As discussed above further in Info Mart Database Replication, certain tables, which are mostly internal, are not replicated to the standby target database. Excluding these tables from replication brings savings in network bandwidth utilization between the sites and replication performance during day-to-day operations; however, this setup implies that a subset of the Info Mart tables do not have identical data between the two sites. Because the subset of tables that are excluded from replication do not contain the data used in reports, unavailability of data from these tables does not constitute data loss.

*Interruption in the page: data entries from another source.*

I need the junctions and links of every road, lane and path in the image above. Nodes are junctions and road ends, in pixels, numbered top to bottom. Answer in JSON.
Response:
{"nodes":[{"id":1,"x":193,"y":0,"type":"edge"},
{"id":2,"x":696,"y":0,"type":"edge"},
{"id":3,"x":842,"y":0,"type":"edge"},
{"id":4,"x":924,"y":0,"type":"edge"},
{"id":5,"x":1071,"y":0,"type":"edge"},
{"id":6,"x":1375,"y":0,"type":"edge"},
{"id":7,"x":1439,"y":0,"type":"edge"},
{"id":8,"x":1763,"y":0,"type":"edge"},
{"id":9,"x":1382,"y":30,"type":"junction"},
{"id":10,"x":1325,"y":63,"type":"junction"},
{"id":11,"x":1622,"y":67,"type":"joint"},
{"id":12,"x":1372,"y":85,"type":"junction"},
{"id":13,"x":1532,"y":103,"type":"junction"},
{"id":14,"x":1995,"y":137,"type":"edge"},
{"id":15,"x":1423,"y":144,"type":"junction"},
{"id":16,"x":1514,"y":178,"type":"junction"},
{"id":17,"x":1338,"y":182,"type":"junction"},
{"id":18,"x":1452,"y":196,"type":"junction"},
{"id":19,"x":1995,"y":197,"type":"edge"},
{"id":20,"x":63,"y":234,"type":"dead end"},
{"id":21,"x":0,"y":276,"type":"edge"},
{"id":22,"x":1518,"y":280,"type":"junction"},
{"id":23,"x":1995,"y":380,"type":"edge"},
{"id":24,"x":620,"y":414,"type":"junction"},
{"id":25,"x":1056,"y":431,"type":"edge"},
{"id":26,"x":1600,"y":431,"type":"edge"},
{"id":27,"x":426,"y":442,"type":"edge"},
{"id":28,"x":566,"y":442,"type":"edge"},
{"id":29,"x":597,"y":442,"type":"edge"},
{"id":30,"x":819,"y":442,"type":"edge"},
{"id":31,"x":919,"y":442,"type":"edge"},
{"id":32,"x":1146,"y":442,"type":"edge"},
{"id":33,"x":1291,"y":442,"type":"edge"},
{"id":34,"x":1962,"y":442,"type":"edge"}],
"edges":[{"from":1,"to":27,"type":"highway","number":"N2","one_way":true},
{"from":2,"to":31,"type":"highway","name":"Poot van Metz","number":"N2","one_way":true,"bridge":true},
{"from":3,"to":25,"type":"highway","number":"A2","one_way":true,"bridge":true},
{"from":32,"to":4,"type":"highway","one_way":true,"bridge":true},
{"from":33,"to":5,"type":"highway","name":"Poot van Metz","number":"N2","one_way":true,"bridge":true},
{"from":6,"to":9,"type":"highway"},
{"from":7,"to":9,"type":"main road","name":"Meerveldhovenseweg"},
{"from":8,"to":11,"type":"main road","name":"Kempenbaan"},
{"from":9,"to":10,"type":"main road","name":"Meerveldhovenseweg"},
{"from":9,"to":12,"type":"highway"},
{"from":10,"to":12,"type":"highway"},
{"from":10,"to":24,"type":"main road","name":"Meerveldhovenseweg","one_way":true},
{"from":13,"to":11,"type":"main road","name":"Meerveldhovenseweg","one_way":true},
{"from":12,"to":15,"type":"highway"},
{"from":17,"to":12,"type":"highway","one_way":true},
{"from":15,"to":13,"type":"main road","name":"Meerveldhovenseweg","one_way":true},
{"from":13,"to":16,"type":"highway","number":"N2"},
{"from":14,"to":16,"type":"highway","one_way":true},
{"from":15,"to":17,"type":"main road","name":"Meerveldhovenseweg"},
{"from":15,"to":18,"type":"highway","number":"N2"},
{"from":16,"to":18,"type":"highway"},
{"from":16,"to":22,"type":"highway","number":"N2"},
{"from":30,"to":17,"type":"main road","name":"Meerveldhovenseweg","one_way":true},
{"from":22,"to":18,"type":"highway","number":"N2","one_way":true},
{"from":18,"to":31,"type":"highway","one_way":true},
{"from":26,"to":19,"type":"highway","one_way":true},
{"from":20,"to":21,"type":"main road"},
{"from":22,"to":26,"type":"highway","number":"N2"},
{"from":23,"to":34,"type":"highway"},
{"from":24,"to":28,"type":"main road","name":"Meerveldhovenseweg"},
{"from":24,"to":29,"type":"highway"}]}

For information about potential data loss that network connectivity issues may cause during normal two-site operation, see Note on Connectivity Loss.
Active Calls
A site failure results in any active calls at the failed site being terminated at the moment of failure. The reporting data about these calls will not be available. Similarly, data about any agent states that are active at the time of a site failure will be lost.
Data In Processing
When a site failure occurs, reporting data for some of the recent contact center activities may not be complete yet because extraction, transformation, or replication is likely to be interrupted by the failure.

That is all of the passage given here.